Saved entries
# # # # # # #

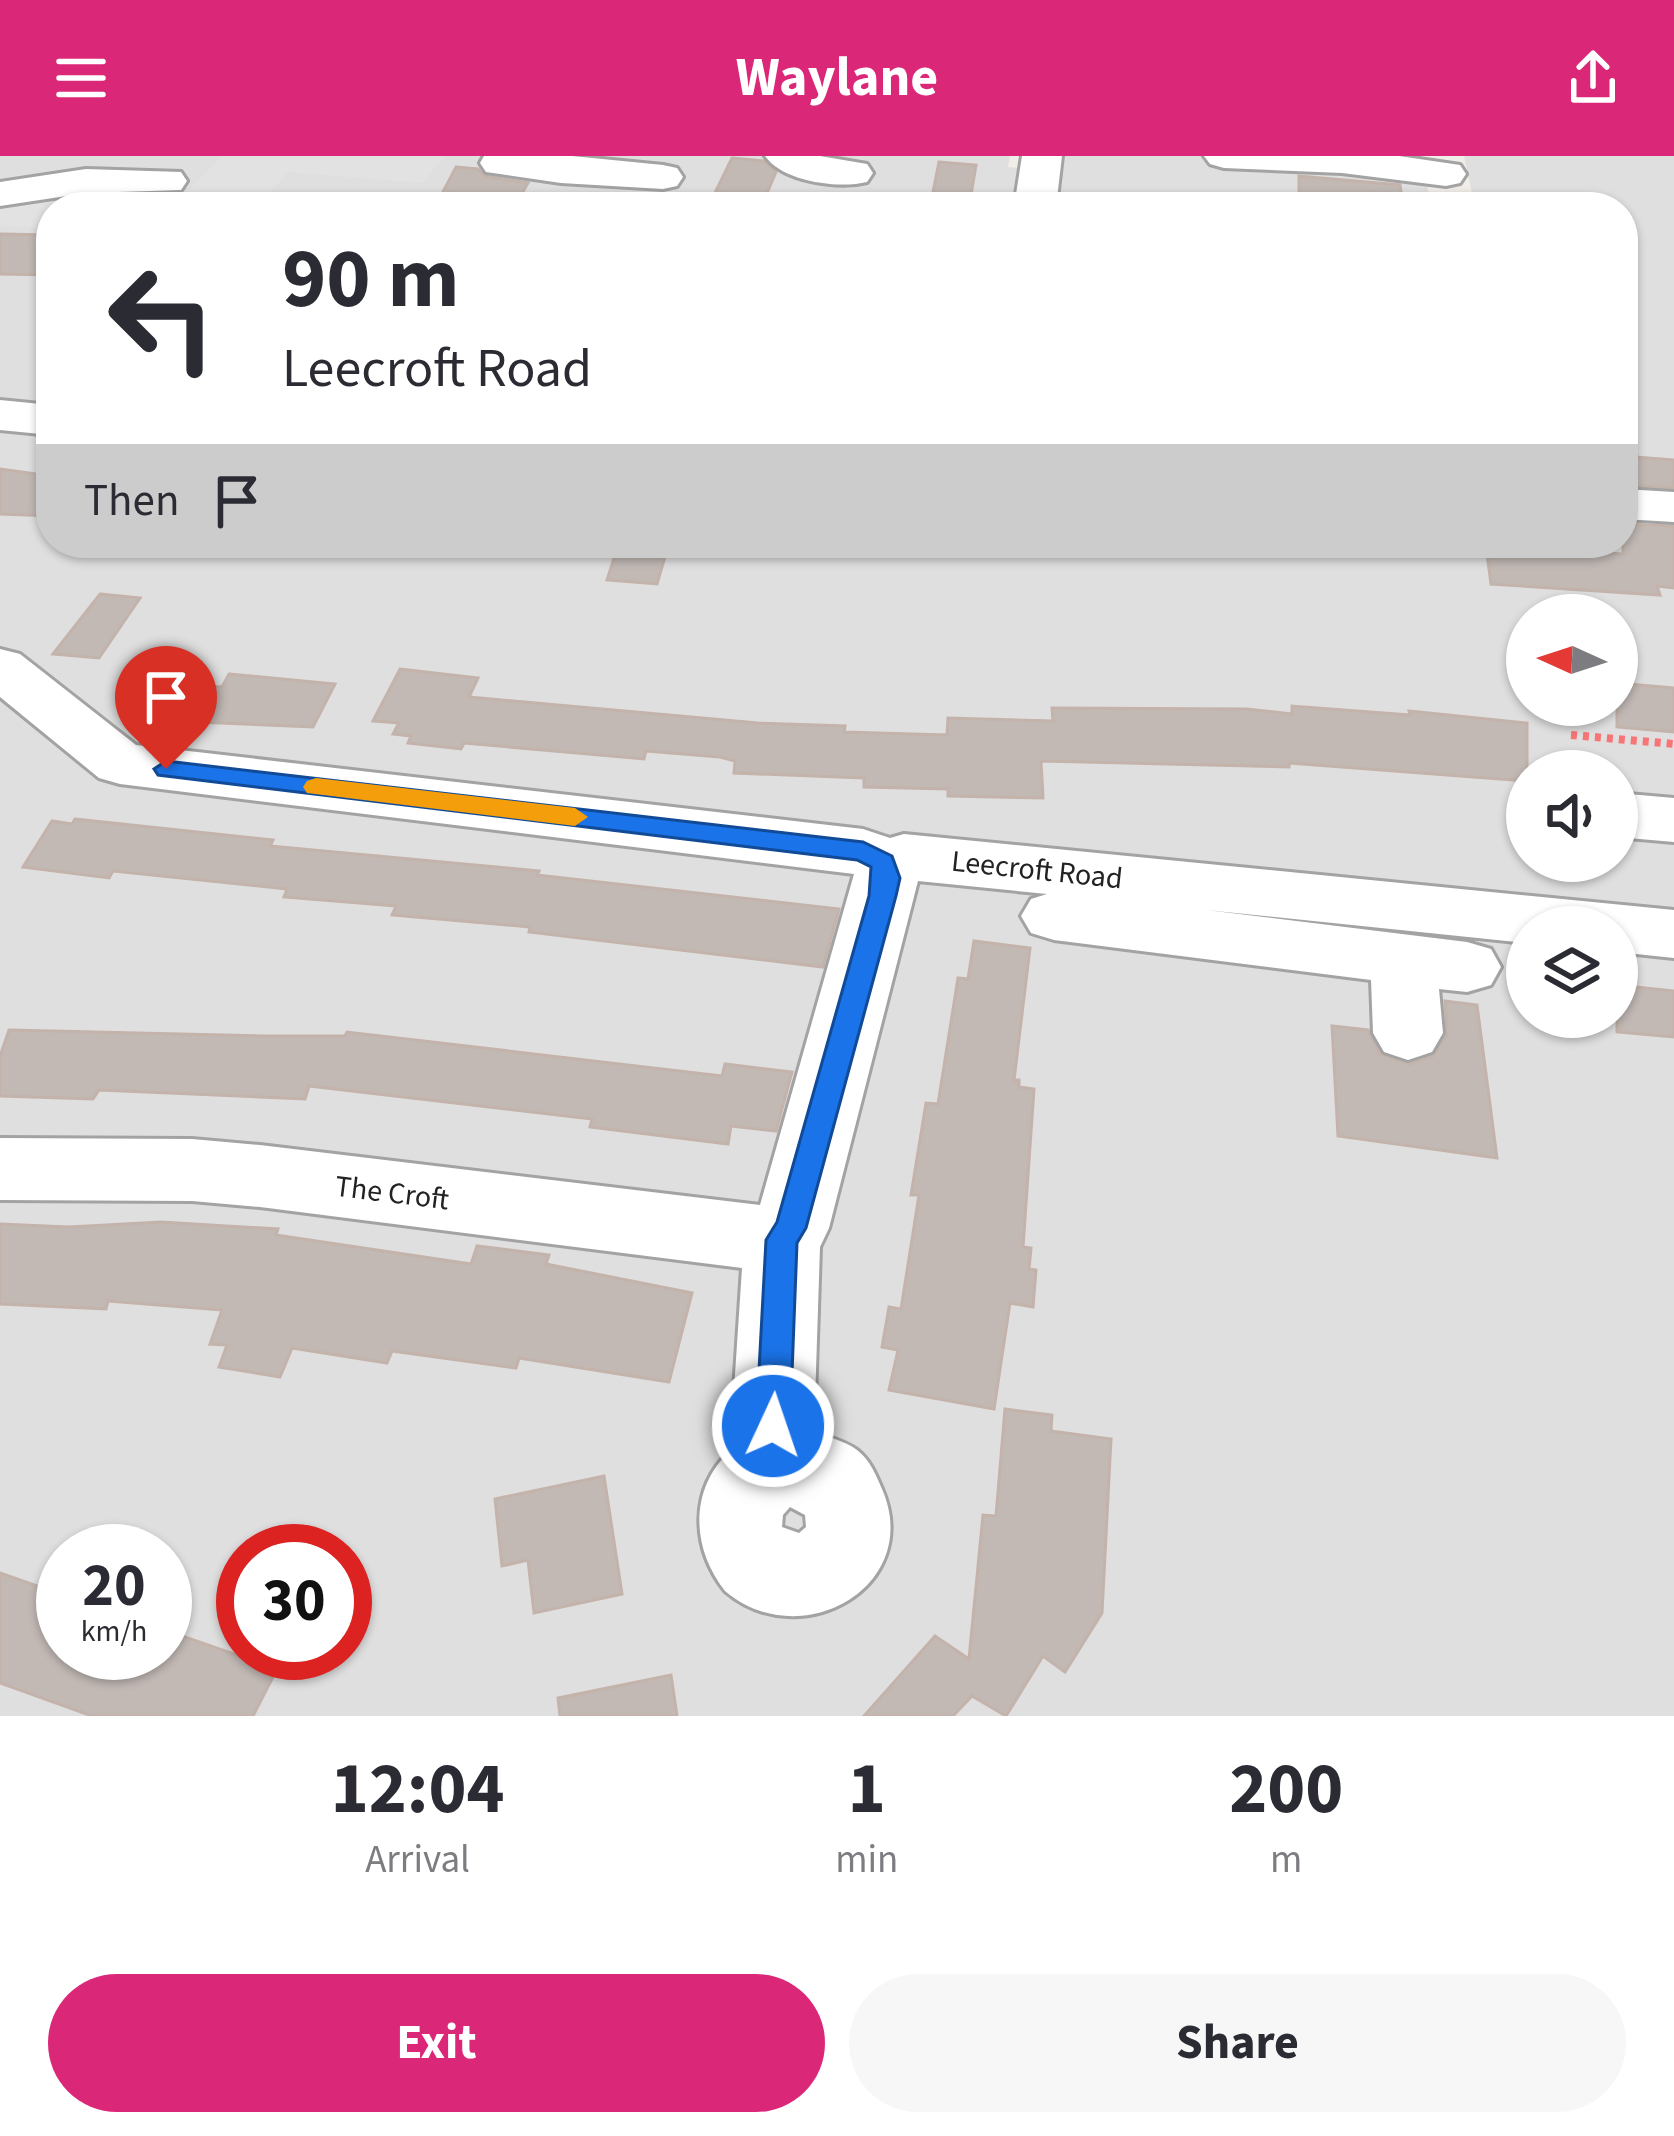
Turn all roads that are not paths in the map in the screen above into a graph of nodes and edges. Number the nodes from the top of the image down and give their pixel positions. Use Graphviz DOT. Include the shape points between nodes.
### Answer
graph roads {
  1 [pos="1042,156"];
  2 [pos="1224,156"];
  3 [pos="800,159"];
  4 [pos="488,160"];
  5 [pos="51,171"];
  6 [pos="562,171"];
  7 [pos="853,173"];
  8 [pos="663,177"];
  9 [pos="1447,179"];
  10 [pos="167,181"];
  11 [pos="1037,192"];
  12 [pos="0,194"];
  13 [pos="0,415"];
  14 [pos="36,419"];
  15 [pos="1638,505"];
  16 [pos="1674,507"];
  17 [pos="0,667"];
  18 [pos="1638,817"];
  19 [pos="1674,820"];
  20 [pos="883,879"];
  21 [pos="1506,916"];
  22 [pos="1638,930"];
  23 [pos="1674,934"];
  24 [pos="1408,1033"];
  25 [pos="0,1169"];
  26 [pos="782,1240"];
  27 [pos="771,1473"];
  1 -- 11 [label="street"];
  2 -- 9 [label="street" via="1342,161"];
  3 -- 7 [label="street"];
  4 -- 6 [label="street"];
  5 -- 10 [label="street" via="86,181"];
  5 -- 12 [label="street"];
  6 -- 8 [label="street"];
  13 -- 14 [label="street"];
  15 -- 16 [label="street"];
  17 -- 20 [label="street, Leecroft Road" via="120,764 863,851"];
  18 -- 19 [label="street"];
  20 -- 21 [label="street, Leecroft Road" via="904,857"];
  20 -- 24 [label="street" via="1436,963"];
  20 -- 26 [label="street"];
  22 -- 23 [label="street, Leecroft Road"];
  25 -- 26 [label="street, The Croft" via="238,1174"];
  26 -- 27 [label="street"];
}
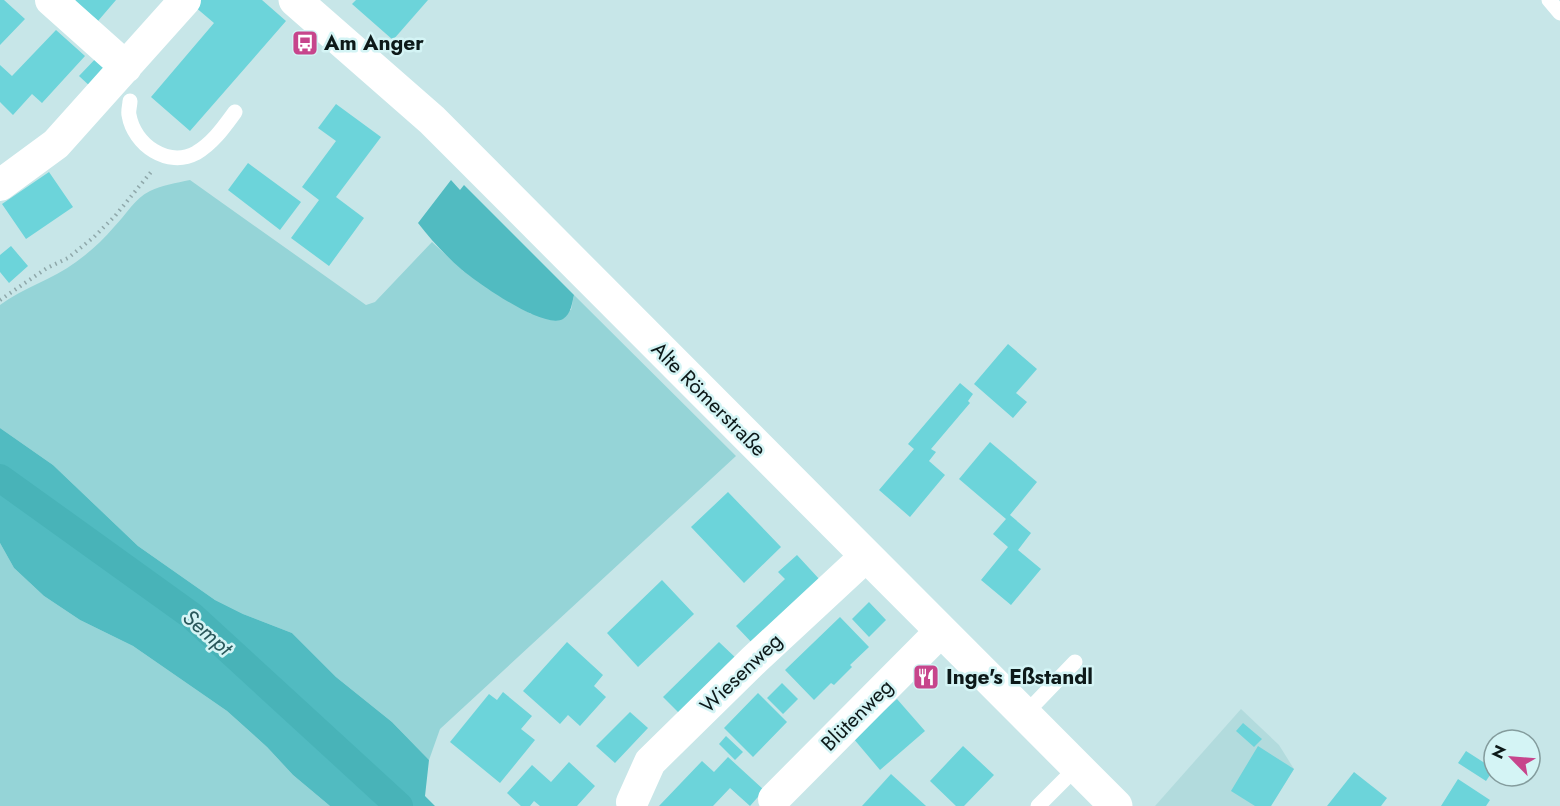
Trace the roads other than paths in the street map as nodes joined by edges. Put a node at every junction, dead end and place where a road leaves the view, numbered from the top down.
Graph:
1 (51, 0) edge
2 (186, 0) edge
3 (295, 0) edge
4 (1549, 0) edge
5 (1560, 13) edge
6 (126, 66) junction
7 (130, 101) dead end
8 (235, 112) dead end
9 (0, 185) edge
10 (866, 556) junction
11 (940, 632) junction
12 (1075, 662) dead end
13 (1024, 715) junction
14 (1076, 768) junction
15 (774, 799) dead end
16 (632, 802) dead end
17 (1038, 806) edge
18 (1116, 806) edge

1 - 6 street
2 - 6 street
3 - 10 main road, Alte Römerstraße
4 - 5 lane
6 - 9 street
7 - 8 lane
10 - 11 main road, Alte Römerstraße
10 - 16 street, Wiesenweg
11 - 13 main road, Alte Römerstraße
11 - 15 street, Blütenweg
12 - 13 lane
13 - 14 main road, Alte Römerstraße
14 - 17 lane
14 - 18 main road, Alte Römerstraße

# # # # # # #

#### Brief
Within the records above, each line containing "nodes" is to be returned.

#### Result below
Turn all roads that are not paths in the map in the screen above into a graph of nodes and edges. Number the nodes from the top of the image down and give their pixel positions. Use Graphviz DOT. Include the shape points between nodes.
Trace the roads other than paths in the street map as nodes joined by edges. Put a node at every junction, dead end and place where a road leaves the view, numbered from the top down.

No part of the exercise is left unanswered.